Roger stöhnte und schlug die Augen auf. »Brian«, sagte er trunken und lächelte schwach. »Ich träumte gerade von dir. «
»Steh auf! « sagte Brian mit tödlicher Stimme.
Roger wurde hellwach. Er war ein erfahrener Krieger und wußte sich zu beherrschen, wenn er die Gefahr spürte. »Was ist geschehen? Ist Elisabeth… « Er hielt inne, als er sich aufrichtete und merkte, wo er war. »Wo ist diese Montgomery hingekommen? «
Brians Gesicht behielt diesen stählernen Ausdruck bei. »Sie liegt tot auf den Fliesen unter dem Fenster. «
Ein Flackern ging über Rogers Gesicht. »Ich wollte beweisen, was für eine Frau sie ist. Ich wollte dir zeigen… «
Brians tiefe Stimme schnitt ihm das Wort ab. »Wo ist Stephen Montgomerys Frau versteckt? «
»Brian, du mußt mir zuhören«, bettelte Roger.

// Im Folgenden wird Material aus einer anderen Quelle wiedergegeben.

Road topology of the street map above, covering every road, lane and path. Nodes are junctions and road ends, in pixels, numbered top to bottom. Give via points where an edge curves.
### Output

»Zuhören! « fauchte Brian. »Hast du auf Marys Schreie gehört? Ich weiß, daß sie eine furchtsame Frau war, und sie muß oft und laut geschrien haben. Hast du es genossen? «
»Brian… «
»Still! Du hast deine letzten Worte mit mir geredet. Ich werde diese andere Frau, die du gefangenhältst, finden, und wir werden dieses Haus verlassen. « Seine Augen wurden zu Schlitzen. »Wenn ich dich noch einmal sehe, werde ich dich töten! «
Roger fiel auf das Bett zurück, als hätte ihn ein Faustschlag getroffen. Er sah benommen zu, wie sein Bruder aus dem Zimmer ging. Er sah das Blut neben sich auf dem Laken und dachte an die Frau, die tot unten auf den Fliesen lag. Was hatte er getan?
Brian brauchte nicht lange, um Alicia zu finden. Sie wurde vermutlich in dem Zimmer gefangengehalten, wo Edmund früher seine Frauen einquartierte. Wieder versuchten die Wachen nicht, ihn zurückzuhalten. Die Tragödie dieser Nacht konnte man selbst durch die Wände spüren.

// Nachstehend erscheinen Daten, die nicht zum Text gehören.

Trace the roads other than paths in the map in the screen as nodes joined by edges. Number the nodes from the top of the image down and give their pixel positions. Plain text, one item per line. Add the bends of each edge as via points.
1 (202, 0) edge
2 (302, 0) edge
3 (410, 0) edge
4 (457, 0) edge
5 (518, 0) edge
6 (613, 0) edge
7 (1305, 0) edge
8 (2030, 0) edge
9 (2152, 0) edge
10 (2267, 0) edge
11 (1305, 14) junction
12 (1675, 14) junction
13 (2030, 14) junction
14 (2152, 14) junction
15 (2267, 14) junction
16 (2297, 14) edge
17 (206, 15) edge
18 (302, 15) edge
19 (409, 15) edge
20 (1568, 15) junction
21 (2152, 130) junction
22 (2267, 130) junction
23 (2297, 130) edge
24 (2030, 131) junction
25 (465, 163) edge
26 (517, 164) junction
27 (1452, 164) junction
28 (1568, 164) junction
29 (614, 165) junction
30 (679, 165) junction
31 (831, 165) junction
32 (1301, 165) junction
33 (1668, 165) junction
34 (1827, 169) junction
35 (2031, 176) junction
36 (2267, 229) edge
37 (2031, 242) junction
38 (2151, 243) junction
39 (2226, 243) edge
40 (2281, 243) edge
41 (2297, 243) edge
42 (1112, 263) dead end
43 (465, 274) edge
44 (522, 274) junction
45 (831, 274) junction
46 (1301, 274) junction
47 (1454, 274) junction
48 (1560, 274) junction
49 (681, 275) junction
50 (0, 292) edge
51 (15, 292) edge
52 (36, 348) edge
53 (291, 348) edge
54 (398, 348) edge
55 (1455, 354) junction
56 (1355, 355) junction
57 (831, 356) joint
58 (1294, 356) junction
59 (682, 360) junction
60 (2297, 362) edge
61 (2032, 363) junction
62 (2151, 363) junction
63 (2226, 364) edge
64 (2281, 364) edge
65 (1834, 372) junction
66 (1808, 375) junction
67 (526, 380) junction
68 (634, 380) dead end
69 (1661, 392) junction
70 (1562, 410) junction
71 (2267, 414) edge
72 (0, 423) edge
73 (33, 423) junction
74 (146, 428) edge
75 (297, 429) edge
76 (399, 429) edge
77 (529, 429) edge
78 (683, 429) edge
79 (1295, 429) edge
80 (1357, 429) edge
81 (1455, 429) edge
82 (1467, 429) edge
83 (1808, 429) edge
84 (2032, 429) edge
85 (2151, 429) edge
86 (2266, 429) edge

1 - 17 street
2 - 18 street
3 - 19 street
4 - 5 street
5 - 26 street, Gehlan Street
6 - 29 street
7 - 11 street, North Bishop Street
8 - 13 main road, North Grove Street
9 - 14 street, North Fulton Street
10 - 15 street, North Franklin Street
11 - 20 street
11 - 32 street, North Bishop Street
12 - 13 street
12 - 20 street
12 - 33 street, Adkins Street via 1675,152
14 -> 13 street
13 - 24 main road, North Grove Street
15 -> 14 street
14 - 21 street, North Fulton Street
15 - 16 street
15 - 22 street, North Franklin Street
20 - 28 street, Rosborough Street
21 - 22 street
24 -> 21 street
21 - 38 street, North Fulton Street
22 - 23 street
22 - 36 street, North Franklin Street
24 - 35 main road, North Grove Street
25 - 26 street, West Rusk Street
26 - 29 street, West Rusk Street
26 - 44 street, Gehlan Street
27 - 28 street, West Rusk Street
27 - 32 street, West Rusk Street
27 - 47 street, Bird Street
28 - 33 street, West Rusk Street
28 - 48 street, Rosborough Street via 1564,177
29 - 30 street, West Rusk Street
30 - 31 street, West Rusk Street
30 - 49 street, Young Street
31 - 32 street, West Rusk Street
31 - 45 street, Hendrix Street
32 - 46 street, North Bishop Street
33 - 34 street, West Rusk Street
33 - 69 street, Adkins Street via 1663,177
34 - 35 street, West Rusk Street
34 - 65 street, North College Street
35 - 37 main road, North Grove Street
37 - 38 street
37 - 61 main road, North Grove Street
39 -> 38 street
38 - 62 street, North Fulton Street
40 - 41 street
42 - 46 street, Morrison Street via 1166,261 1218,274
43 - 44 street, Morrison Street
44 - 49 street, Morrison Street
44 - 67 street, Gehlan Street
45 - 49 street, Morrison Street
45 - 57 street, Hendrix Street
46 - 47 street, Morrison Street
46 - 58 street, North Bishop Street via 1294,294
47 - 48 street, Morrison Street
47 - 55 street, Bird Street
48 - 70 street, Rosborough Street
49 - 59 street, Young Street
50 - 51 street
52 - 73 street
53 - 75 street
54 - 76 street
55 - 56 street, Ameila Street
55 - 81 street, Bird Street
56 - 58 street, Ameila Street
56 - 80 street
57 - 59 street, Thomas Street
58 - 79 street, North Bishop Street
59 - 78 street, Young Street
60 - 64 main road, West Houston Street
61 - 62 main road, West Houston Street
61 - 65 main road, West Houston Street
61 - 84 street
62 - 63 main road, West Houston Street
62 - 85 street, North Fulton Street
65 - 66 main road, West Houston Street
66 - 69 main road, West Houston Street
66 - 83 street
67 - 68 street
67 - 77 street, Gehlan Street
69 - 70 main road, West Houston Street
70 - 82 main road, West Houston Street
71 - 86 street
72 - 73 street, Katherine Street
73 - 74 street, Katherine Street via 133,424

Alicia war wach und fertig angezogen, als Brian ins Zimmer kam. Sie sah auf den jungen Mann mit dem stahlharten Gesicht. »Was ist passiert? « fragte sie ruhig.

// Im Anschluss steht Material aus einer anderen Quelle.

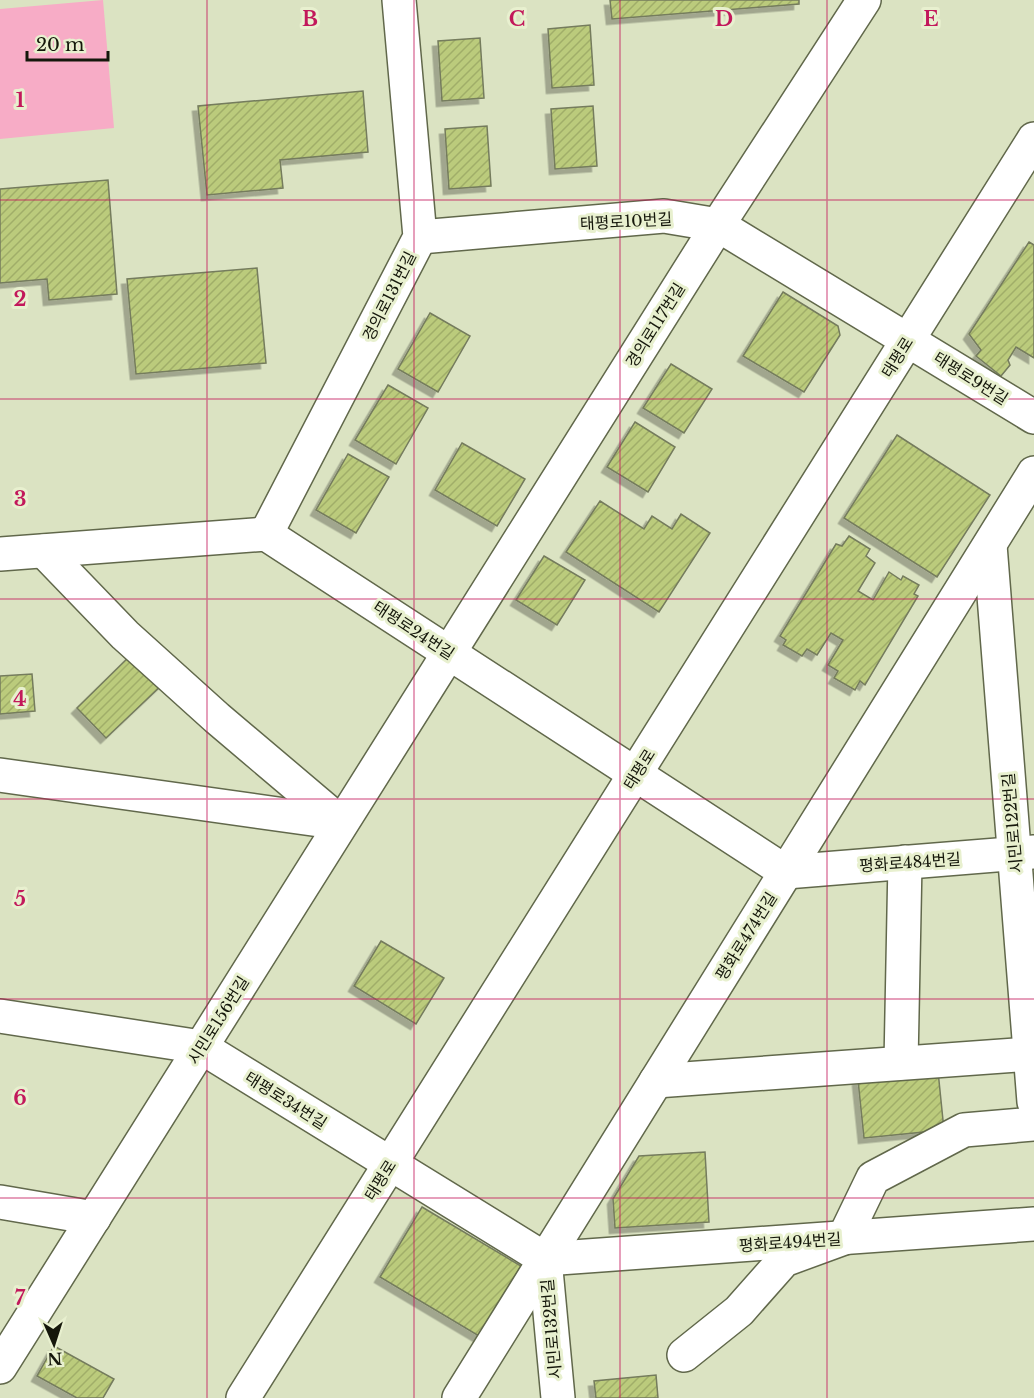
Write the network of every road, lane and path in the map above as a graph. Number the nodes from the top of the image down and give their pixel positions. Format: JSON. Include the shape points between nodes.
{"nodes":[{"id":1,"x":399,"y":0,"type":"edge"},
{"id":2,"x":864,"y":0,"type":"edge"},
{"id":3,"x":1034,"y":139,"type":"edge"},
{"id":4,"x":718,"y":225,"type":"junction"},
{"id":5,"x":420,"y":237,"type":"junction"},
{"id":6,"x":908,"y":339,"type":"junction"},
{"id":7,"x":1034,"y":417,"type":"edge"},
{"id":8,"x":1034,"y":473,"type":"edge"},
{"id":9,"x":266,"y":534,"type":"junction"},
{"id":10,"x":990,"y":544,"type":"junction"},
{"id":11,"x":44,"y":550,"type":"junction"},
{"id":12,"x":0,"y":554,"type":"edge"},
{"id":13,"x":448,"y":652,"type":"junction"},
{"id":14,"x":635,"y":774,"type":"junction"},
{"id":15,"x":0,"y":775,"type":"edge"},
{"id":16,"x":341,"y":823,"type":"junction"},
{"id":17,"x":1024,"y":853,"type":"edge"},
{"id":18,"x":905,"y":862,"type":"junction"},
{"id":19,"x":786,"y":872,"type":"junction"},
{"id":20,"x":0,"y":1016,"type":"edge"},
{"id":21,"x":201,"y":1047,"type":"junction"},
{"id":22,"x":1030,"y":1054,"type":"junction"},
{"id":23,"x":902,"y":1063,"type":"junction"},
{"id":24,"x":656,"y":1081,"type":"junction"},
{"id":25,"x":1034,"y":1102,"type":"edge"},
{"id":26,"x":1034,"y":1124,"type":"edge"},
{"id":27,"x":390,"y":1165,"type":"junction"},
{"id":28,"x":0,"y":1202,"type":"edge"},
{"id":29,"x":94,"y":1218,"type":"junction"},
{"id":30,"x":1034,"y":1224,"type":"edge"},
{"id":31,"x":844,"y":1238,"type":"junction"},
{"id":32,"x":545,"y":1259,"type":"junction"},
{"id":33,"x":684,"y":1355,"type":"dead end"},
{"id":34,"x":0,"y":1367,"type":"edge"},
{"id":35,"x":243,"y":1398,"type":"edge"},
{"id":36,"x":459,"y":1398,"type":"edge"},
{"id":37,"x":558,"y":1398,"type":"edge"}],
"edges":[{"from":1,"to":5,"type":"street","name":"경의로131번길"},
{"from":2,"to":4,"type":"street","name":"경의로117번길"},
{"from":3,"to":6,"type":"street","name":"태평로"},
{"from":4,"to":5,"type":"street","name":"태평로10번길","via":[[664,216]]},
{"from":4,"to":6,"type":"street","name":"태평로10번길"},
{"from":4,"to":13,"type":"street","name":"경의로117번길"},
{"from":5,"to":9,"type":"street","name":"경의로131번길"},
{"from":6,"to":7,"type":"street","name":"태평로9번길"},
{"from":6,"to":14,"type":"street","name":"태평로"},
{"from":8,"to":10,"type":"street","name":"평화로474번길"},
{"from":9,"to":11,"type":"street"},
{"from":9,"to":13,"type":"street","name":"태평로24번길"},
{"from":10,"to":17,"type":"street","name":"시민로122번길"},
{"from":10,"to":19,"type":"street","name":"평화로474번길"},
{"from":11,"to":12,"type":"street"},
{"from":11,"to":16,"type":"street","via":[[125,635]]},
{"from":13,"to":14,"type":"street","name":"태평로24번길"},
{"from":13,"to":16,"type":"street","name":"시민로156번길"},
{"from":14,"to":19,"type":"street","name":"태평로24번길"},
{"from":14,"to":27,"type":"street","name":"태평로"},
{"from":15,"to":16,"type":"street"},
{"from":16,"to":21,"type":"street","name":"시민로156번길"},
{"from":17,"to":18,"type":"street","name":"평화로484번길"},
{"from":17,"to":22,"type":"street","name":"시민로122번길"},
{"from":18,"to":19,"type":"street","name":"평화로484번길"},
{"from":18,"to":23,"type":"street"},
{"from":19,"to":24,"type":"street","name":"평화로474번길"},
{"from":20,"to":21,"type":"street","name":"태평로34번길"},
{"from":21,"to":27,"type":"street","name":"태평로34번길"},
{"from":21,"to":29,"type":"street","name":"시민로156번길"},
{"from":22,"to":23,"type":"street"},
{"from":22,"to":25,"type":"street","name":"시민로122번길"},
{"from":23,"to":24,"type":"street"},
{"from":24,"to":32,"type":"street","name":"평화로474번길"},
{"from":26,"to":31,"type":"street","via":[[964,1130],[873,1178]]},
{"from":27,"to":32,"type":"street","name":"태평로34번길"},
{"from":27,"to":35,"type":"street","name":"태평로"},
{"from":28,"to":29,"type":"street"},
{"from":29,"to":34,"type":"street","name":"시민로156번길"},
{"from":30,"to":31,"type":"street","name":"평화로494번길"},
{"from":31,"to":32,"type":"street","name":"평화로494번길"},
{"from":31,"to":33,"type":"street","via":[[784,1260],[739,1311]]},
{"from":32,"to":36,"type":"street","name":"평화로474번길"},
{"from":32,"to":37,"type":"street","name":"시민로132번길"}]}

»Ich bin Brian Chatworth«, sagte er. »Ich bringe Euch zu Eurer Familie. Seid Ihr bereit? «
»Meine Schwägerin wird hier ebenfalls gefangengehalten. Ohne sie gehe ich nicht fort. «
Brian knirschte mit den Zähnen. »Mein Bruder hat Eure Schwägerin vergewaltigt, und sie gab sich selbst den Tod. «
Er sagte das so gelassen, als bedeute ihm die Sache nichts.
Alicia spürte, daß dieser junge Mann tief bewegt war. Mary, dachte sie, süße, teure, sanftmütige Mary! »Wir können sie nicht hierlassen. Ich muß sie zu ihren Brüdern zurückbringen. «
»Ihr braucht Euch um Mary nicht zu kümmern. Ich werde mich ihrer annehmen. «
Die Art, wie er »Mary« ausgesprochen hatte, offenbarten Alicia eine Menge. »Ich bin bereit«, sagte sie still und folgte ihm aus dem Zimmer.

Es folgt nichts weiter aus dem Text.